Punta Gorda roosterA very good friend of mine wrote an awesome story for the Sarasota Herald-Tribune. It’s a story of an orphaned rooster who made a home outside the city hall of small town Punta Gorda (of hurricane season 2004 fame).

Although some of her editors din not consider this “animal story” worthy enough for the front page, I was reminded today about why it is appealing and why the judgment of some editors that there are more important things to put on the front page is so often wrong.

I was reading from “A history of news,” where at one point Mitch Stephens discusses the sociological need for news, saying we are “hungry for awareness.” He talks about how people feel lost and isolated when deprived of news.

But it’s not the content of the news that makes them feel lost. “The importance of the news transcends the importance of the items upon which it focuses. More than specific information on specific events, the great gift a system of news bestows on us is the confidence that we will learn about any particularly important or interesting event.”
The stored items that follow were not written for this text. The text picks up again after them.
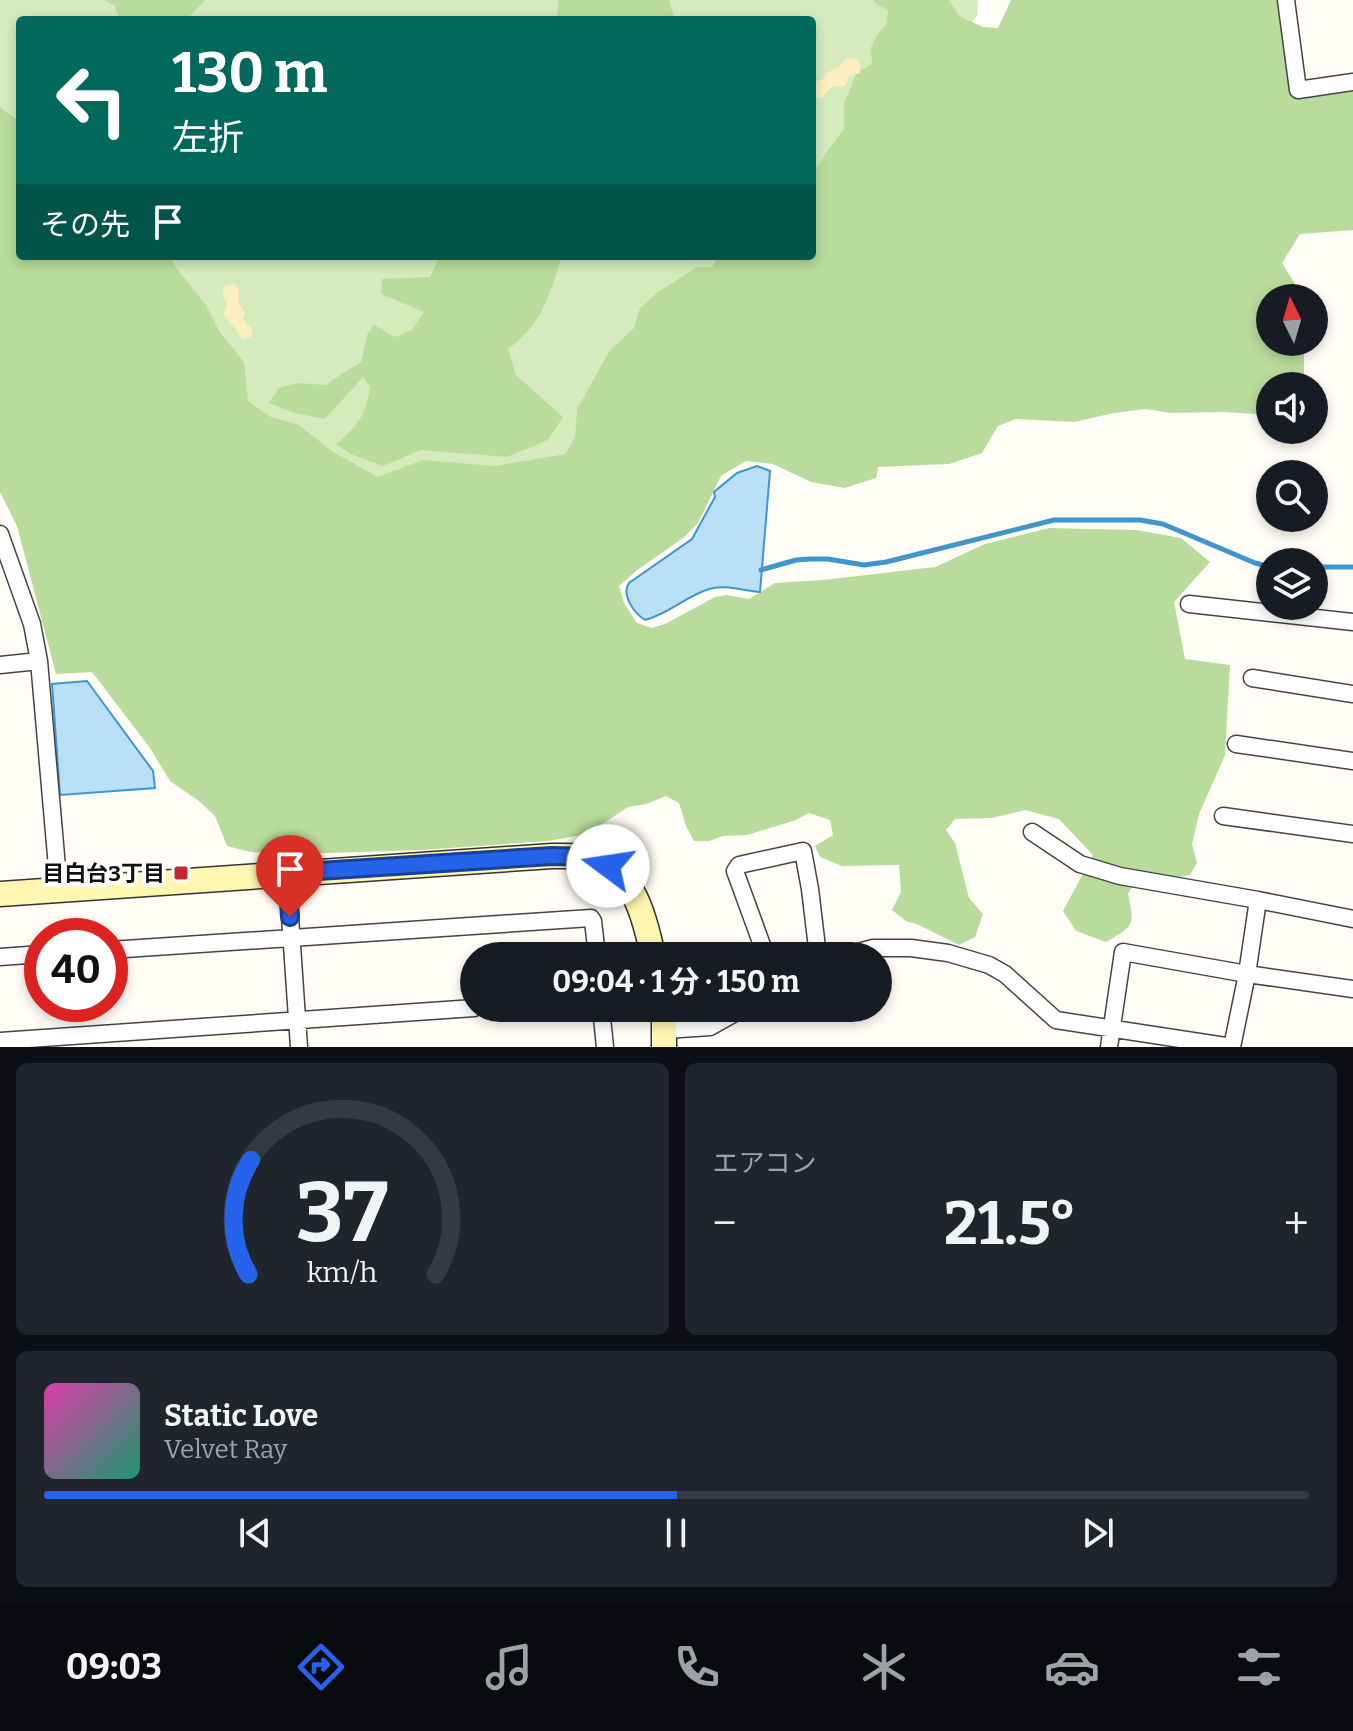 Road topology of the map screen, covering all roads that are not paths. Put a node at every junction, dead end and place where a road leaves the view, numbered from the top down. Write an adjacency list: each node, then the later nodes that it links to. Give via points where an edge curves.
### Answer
1 (1286, 0): 2 (street, via 1298,90)
2 (1353, 82)
3 (0, 534): 6 (street, via 32,624)
4 (1189, 604): 5 (street)
5 (1353, 622)
6 (39, 661): 7 (street); 16 (street)
7 (0, 665)
8 (1252, 678): 9 (street)
9 (1353, 694)
10 (1236, 744): 11 (street)
11 (1353, 761)
12 (1223, 816): 14 (street)
13 (1032, 832): 18 (street, via 1080,864)
14 (1353, 834)
15 (287, 873): 16 (street); 20 (street); 22 (street, via 590,857 608,866 634,893)
16 (59, 890): 17 (street)
17 (0, 894)
18 (1258, 900): 19 (street); 29 (street)
19 (1353, 919)
20 (291, 939): 21 (street, via 591,918); 26 (street); 32 (street)
21 (595, 942)
22 (650, 942)
23 (761, 942): 24 (street, via 735,871 739,865 803,851)
24 (816, 942)
25 (892, 948): 35 (street, via 948,953 989,965 1056,1020)
26 (128, 949)
27 (24, 955): 28 (street)
28 (0, 957)
29 (1247, 974): 30 (street); 35 (street, via 1123,952); 41 (street)
30 (1353, 989)
31 (460, 1009): 32 (street)
32 (297, 1019): 37 (street); 38 (street)
33 (602, 1022): 39 (street)
34 (719, 1022): 36 (street)
35 (1113, 1027): 40 (street); 41 (street)
36 (664, 1028)
37 (0, 1041)
38 (299, 1047)
39 (605, 1047)
40 (1109, 1047)
41 (1232, 1047)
With all the news and platforms out there today, wouldn’t it be smarter for a local shop to satisfy the need for awareness (and entertain at the same time) than bask in self-congratulatory definitions of newsworthiness?

Let the rooster roost as prominently as possible.

One Response to “Let the rooster roost”

  1. Wow, I am famous. Thanks for the shout-out, man.

    I hope others like this story as much as I did writing it.

    I agree with you about the priorities of editors, by the way. I think the reason they don’t like “animal stories” is that it makes us look “too local” and like we’re something below the standard of the New York Times…so we can’t emphasize a story about a rooster (it’s too rural or something.)

    Maybe I’m wrong and it’s just that the editor has a stick up her ass. She really is known for having no sense of humor.